-- Task inputs follows --
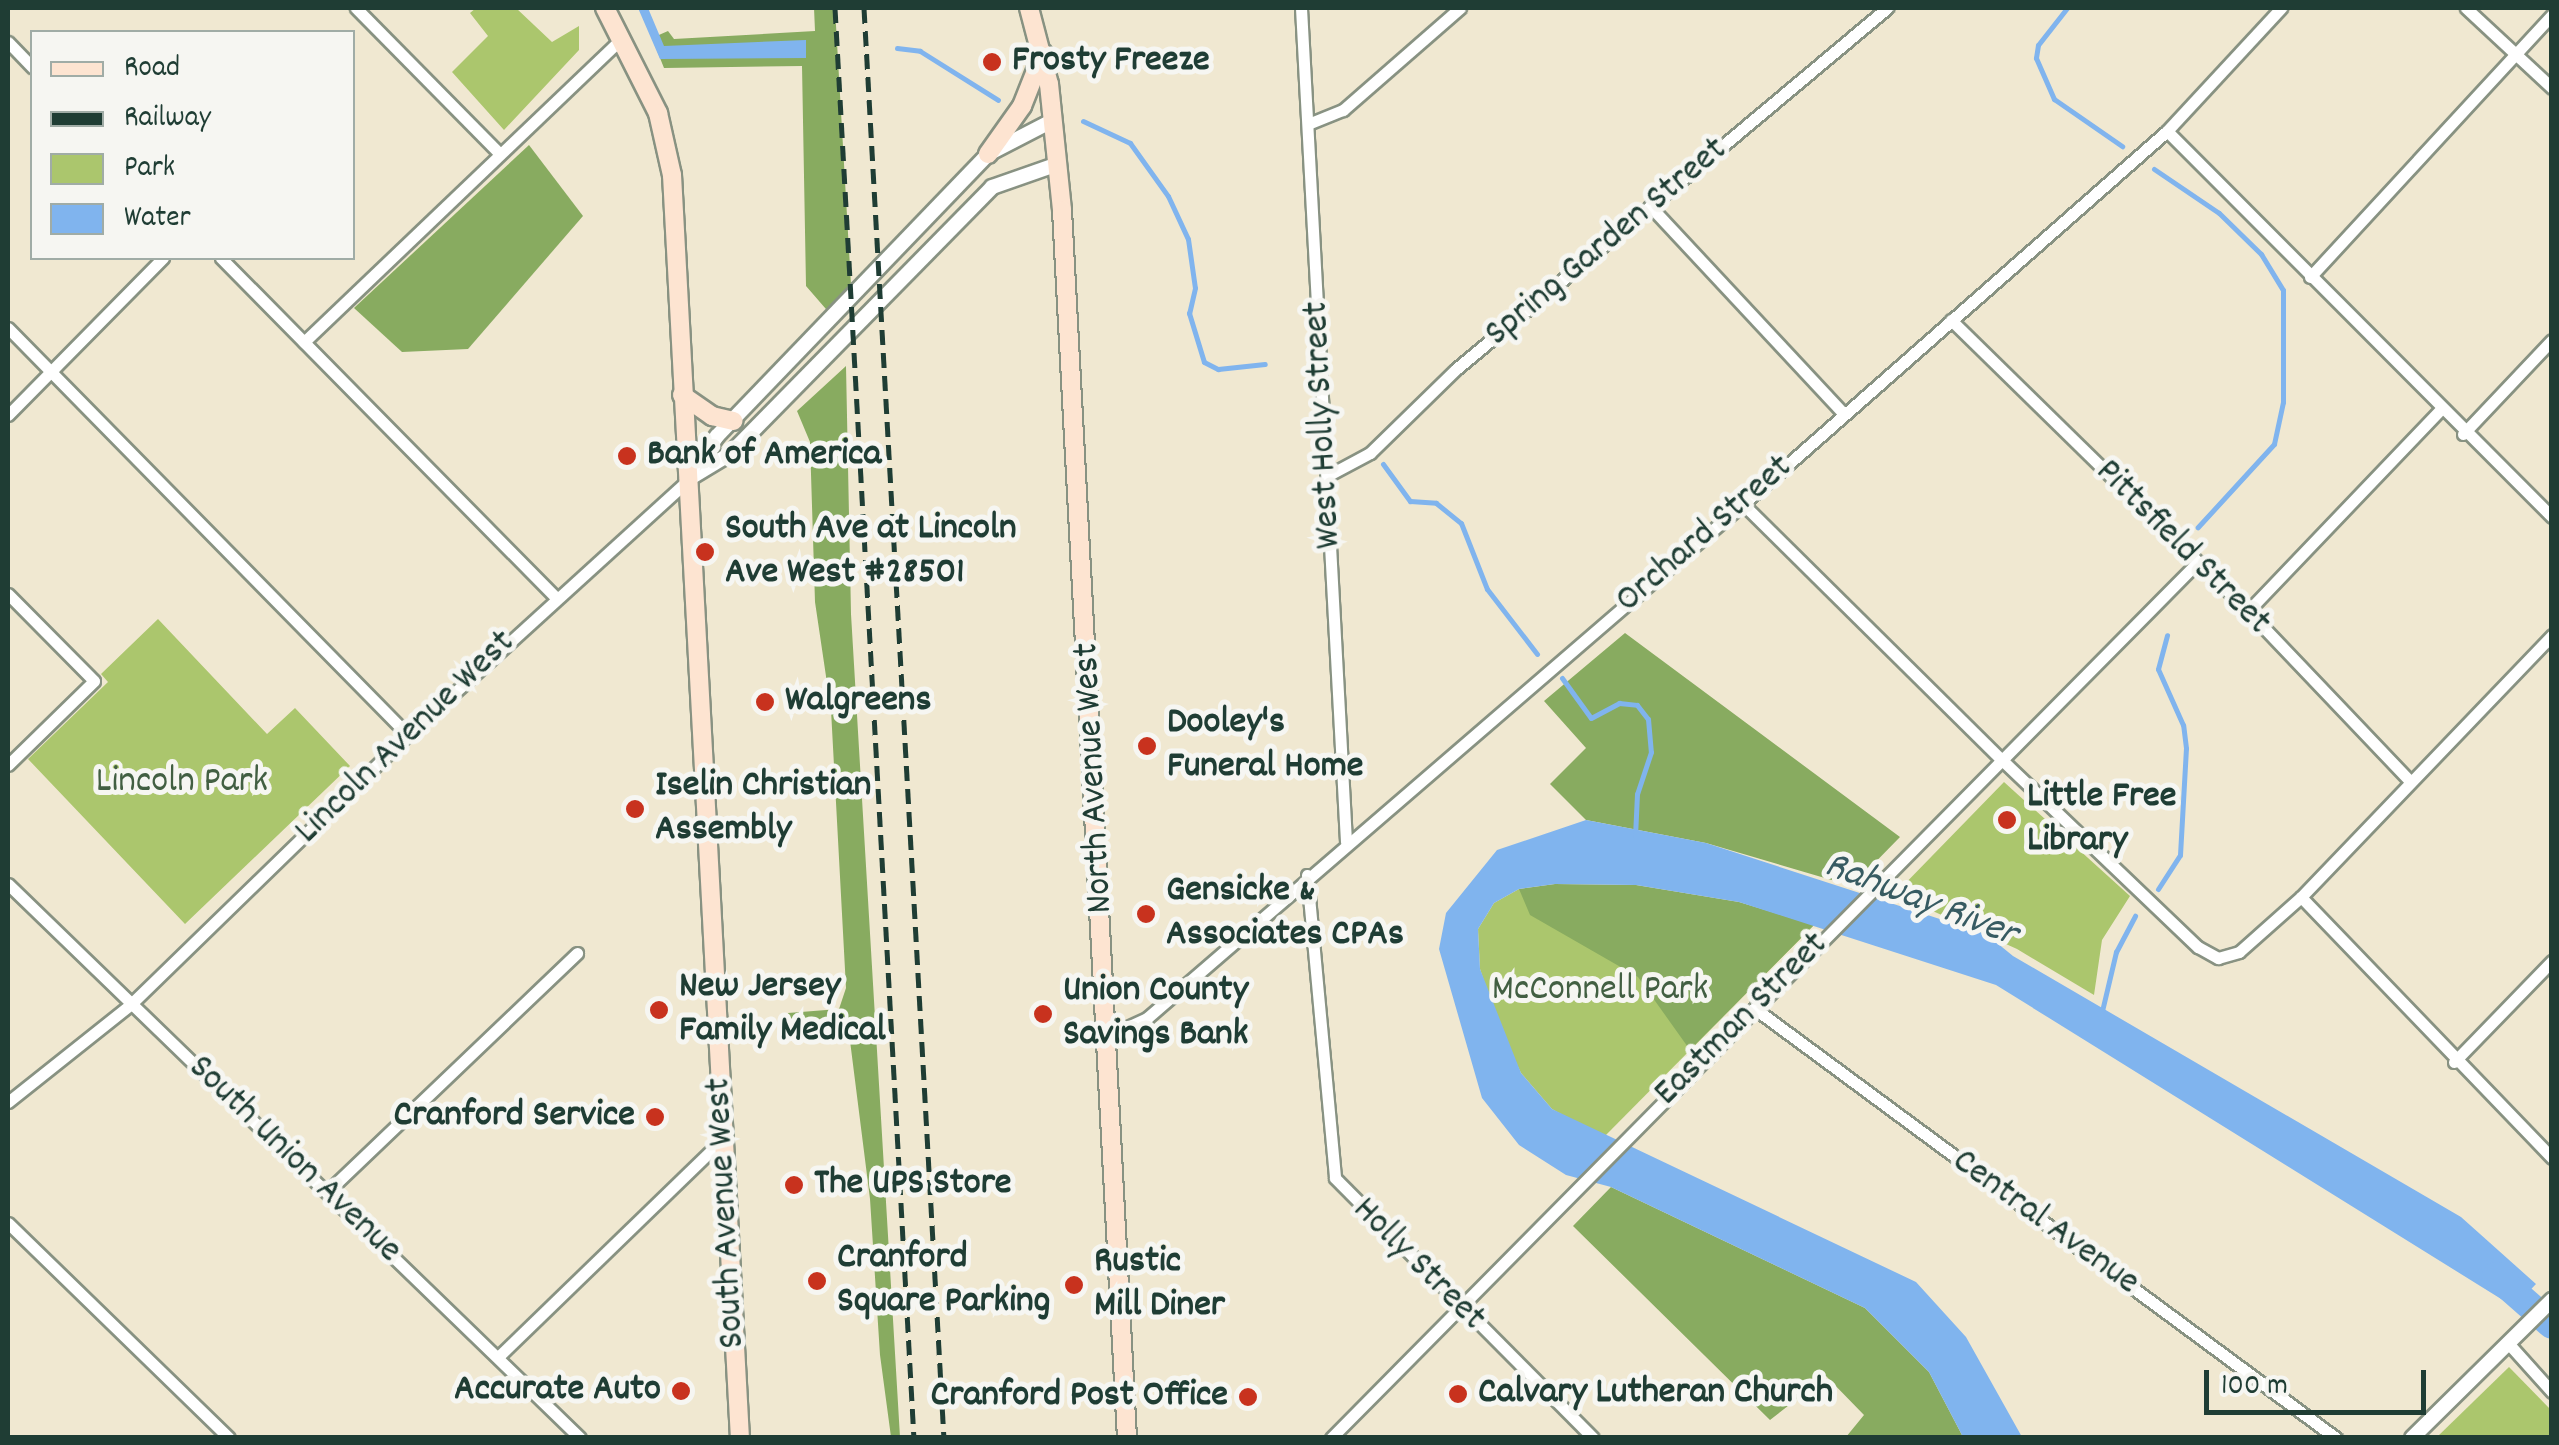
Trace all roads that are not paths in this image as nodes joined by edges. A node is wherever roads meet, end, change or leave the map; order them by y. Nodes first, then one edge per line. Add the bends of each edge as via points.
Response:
1 (356, 8) edge
2 (605, 8) edge
3 (1029, 8) edge
4 (1301, 8) edge
5 (1460, 8) edge
6 (1887, 8) edge
7 (2282, 8) edge
8 (2466, 8) edge
9 (2552, 14) edge
10 (8, 42) edge
11 (618, 42) junction
12 (1043, 53) junction
13 (2516, 54) junction
14 (30, 65) edge
15 (2552, 88) edge
16 (1054, 120) junction
17 (1308, 124) junction
18 (2167, 131) junction
19 (500, 153) junction
20 (988, 154) junction
21 (1058, 164) junction
22 (1650, 206) junction
23 (161, 260) edge
24 (223, 260) edge
25 (2310, 277) junction
26 (1951, 320) junction
27 (8, 328) edge
28 (2552, 340) edge
29 (304, 342) junction
30 (50, 371) junction
31 (682, 396) junction
32 (2440, 410) junction
33 (1844, 414) junction
34 (8, 415) edge
35 (734, 421) junction
36 (2463, 434) junction
37 (1326, 476) junction
38 (687, 481) junction
39 (1743, 504) junction
40 (2552, 517) edge
41 (2197, 562) junction
42 (8, 594) edge
43 (555, 597) junction
44 (2248, 610) junction
45 (2552, 635) edge
46 (408, 735) junction
47 (2002, 760) junction
48 (8, 765) edge
49 (2409, 780) junction
50 (1346, 842) junction
51 (1307, 874) junction
52 (8, 884) edge
53 (2301, 897) junction
54 (577, 953) dead end
55 (2552, 961) edge
56 (131, 1004) junction
57 (1754, 1008) junction
58 (1108, 1036) junction
59 (2454, 1062) junction
60 (8, 1102) edge
61 (724, 1139) junction
62 (2552, 1158) edge
63 (328, 1192) junction
64 (8, 1224) edge
65 (2552, 1300) edge
66 (1461, 1307) junction
67 (2508, 1343) junction
68 (498, 1357) junction
69 (2552, 1392) edge
70 (228, 1438) edge
71 (580, 1438) edge
72 (740, 1438) edge
73 (1127, 1438) edge
74 (1331, 1438) edge
75 (1593, 1438) edge
76 (2336, 1438) edge
77 (2412, 1438) edge

1 - 19 street
2 - 11 main road, South Avenue West
3 - 12 main road, North Avenue West
4 - 17 street, West Holly Street
5 - 17 street via 1342,110
6 - 22 street, Spring Garden Street
7 - 18 street, Orchard Street
8 - 13 street
9 - 13 street
10 - 14 street
11 - 19 street
11 - 31 main road, South Avenue West via 648,94 672,175
12 - 16 main road, North Avenue West
12 - 20 main road via 1022,106
13 - 15 street
13 - 25 street
16 - 20 street, Lincoln Avenue West
16 - 21 main road, North Avenue West
17 - 37 street, West Holly Street
18 - 25 street
18 - 26 street, Orchard Street
19 - 29 street
20 - 35 street, Lincoln Avenue West
21 - 38 street, Lincoln Avenue West via 992,187 730,454
21 - 58 main road, North Avenue West
22 - 33 street
22 - 37 street, Spring Garden Street via 1455,370 1370,453
23 - 30 street
24 - 29 street
25 - 32 street
26 - 33 street, Orchard Street
26 - 41 street, Pittsfield Street
27 - 30 street
28 - 36 street
29 - 43 street
30 - 34 street
30 - 46 street
31 - 35 main road via 712,416
31 - 38 main road, South Avenue West
32 - 36 street
32 - 44 street
33 - 39 street, Orchard Street
35 - 38 street, Lincoln Avenue West
36 - 40 street
37 - 50 street, West Holly Street
38 - 43 street, Lincoln Avenue West
38 - 61 main road, South Avenue West
39 - 47 street
39 - 50 street, Orchard Street
41 - 44 street, Pittsfield Street
41 - 47 street, Eastman Street
42 - 48 street via 94,681
43 - 46 street, Lincoln Avenue West
44 - 49 street, Pittsfield Street
45 - 49 street
46 - 56 street, Lincoln Avenue West
47 - 53 street via 2208,954 2229,958
47 - 57 street, Eastman Street
49 - 53 street
50 - 51 street, Orchard Street
51 - 58 street, Orchard Street via 1147,1018
51 - 66 street, Holly Street via 1335,1178
52 - 56 street, South Union Avenue
53 - 59 street
54 - 63 street
55 - 59 street
56 - 60 street, Lincoln Avenue West
56 - 63 street, South Union Avenue
57 - 66 street, Eastman Street
57 - 76 street, Central Avenue
58 - 73 main road, North Avenue West
59 - 62 street
61 - 68 street
61 - 72 main road, South Avenue West
63 - 68 street, South Union Avenue
64 - 70 street
65 - 67 street
66 - 74 street, Eastman Street
66 - 75 street, Holly Street
67 - 69 street
67 - 77 street
68 - 71 street, South Union Avenue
-- Task inputs concluded --
Task brief
Copy each line above precisely, dropping the pictures.

Answer to this task
Trace all roads that are not paths in this image as nodes joined by edges. A node is wherever roads meet, end, change or leave the map; order them by y. Nodes first, then one edge per line. Add the bends of each edge as via points.
Response:
1 (356, 8) edge
2 (605, 8) edge
3 (1029, 8) edge
4 (1301, 8) edge
5 (1460, 8) edge
6 (1887, 8) edge
7 (2282, 8) edge
8 (2466, 8) edge
9 (2552, 14) edge
10 (8, 42) edge
11 (618, 42) junction
12 (1043, 53) junction
13 (2516, 54) junction
14 (30, 65) edge
15 (2552, 88) edge
16 (1054, 120) junction
17 (1308, 124) junction
18 (2167, 131) junction
19 (500, 153) junction
20 (988, 154) junction
21 (1058, 164) junction
22 (1650, 206) junction
23 (161, 260) edge
24 (223, 260) edge
25 (2310, 277) junction
26 (1951, 320) junction
27 (8, 328) edge
28 (2552, 340) edge
29 (304, 342) junction
30 (50, 371) junction
31 (682, 396) junction
32 (2440, 410) junction
33 (1844, 414) junction
34 (8, 415) edge
35 (734, 421) junction
36 (2463, 434) junction
37 (1326, 476) junction
38 (687, 481) junction
39 (1743, 504) junction
40 (2552, 517) edge
41 (2197, 562) junction
42 (8, 594) edge
43 (555, 597) junction
44 (2248, 610) junction
45 (2552, 635) edge
46 (408, 735) junction
47 (2002, 760) junction
48 (8, 765) edge
49 (2409, 780) junction
50 (1346, 842) junction
51 (1307, 874) junction
52 (8, 884) edge
53 (2301, 897) junction
54 (577, 953) dead end
55 (2552, 961) edge
56 (131, 1004) junction
57 (1754, 1008) junction
58 (1108, 1036) junction
59 (2454, 1062) junction
60 (8, 1102) edge
61 (724, 1139) junction
62 (2552, 1158) edge
63 (328, 1192) junction
64 (8, 1224) edge
65 (2552, 1300) edge
66 (1461, 1307) junction
67 (2508, 1343) junction
68 (498, 1357) junction
69 (2552, 1392) edge
70 (228, 1438) edge
71 (580, 1438) edge
72 (740, 1438) edge
73 (1127, 1438) edge
74 (1331, 1438) edge
75 (1593, 1438) edge
76 (2336, 1438) edge
77 (2412, 1438) edge

1 - 19 street
2 - 11 main road, South Avenue West
3 - 12 main road, North Avenue West
4 - 17 street, West Holly Street
5 - 17 street via 1342,110
6 - 22 street, Spring Garden Street
7 - 18 street, Orchard Street
8 - 13 street
9 - 13 street
10 - 14 street
11 - 19 street
11 - 31 main road, South Avenue West via 648,94 672,175
12 - 16 main road, North Avenue West
12 - 20 main road via 1022,106
13 - 15 street
13 - 25 street
16 - 20 street, Lincoln Avenue West
16 - 21 main road, North Avenue West
17 - 37 street, West Holly Street
18 - 25 street
18 - 26 street, Orchard Street
19 - 29 street
20 - 35 street, Lincoln Avenue West
21 - 38 street, Lincoln Avenue West via 992,187 730,454
21 - 58 main road, North Avenue West
22 - 33 street
22 - 37 street, Spring Garden Street via 1455,370 1370,453
23 - 30 street
24 - 29 street
25 - 32 street
26 - 33 street, Orchard Street
26 - 41 street, Pittsfield Street
27 - 30 street
28 - 36 street
29 - 43 street
30 - 34 street
30 - 46 street
31 - 35 main road via 712,416
31 - 38 main road, South Avenue West
32 - 36 street
32 - 44 street
33 - 39 street, Orchard Street
35 - 38 street, Lincoln Avenue West
36 - 40 street
37 - 50 street, West Holly Street
38 - 43 street, Lincoln Avenue West
38 - 61 main road, South Avenue West
39 - 47 street
39 - 50 street, Orchard Street
41 - 44 street, Pittsfield Street
41 - 47 street, Eastman Street
42 - 48 street via 94,681
43 - 46 street, Lincoln Avenue West
44 - 49 street, Pittsfield Street
45 - 49 street
46 - 56 street, Lincoln Avenue West
47 - 53 street via 2208,954 2229,958
47 - 57 street, Eastman Street
49 - 53 street
50 - 51 street, Orchard Street
51 - 58 street, Orchard Street via 1147,1018
51 - 66 street, Holly Street via 1335,1178
52 - 56 street, South Union Avenue
53 - 59 street
54 - 63 street
55 - 59 street
56 - 60 street, Lincoln Avenue West
56 - 63 street, South Union Avenue
57 - 66 street, Eastman Street
57 - 76 street, Central Avenue
58 - 73 main road, North Avenue West
59 - 62 street
61 - 68 street
61 - 72 main road, South Avenue West
63 - 68 street, South Union Avenue
64 - 70 street
65 - 67 street
66 - 74 street, Eastman Street
66 - 75 street, Holly Street
67 - 69 street
67 - 77 street
68 - 71 street, South Union Avenue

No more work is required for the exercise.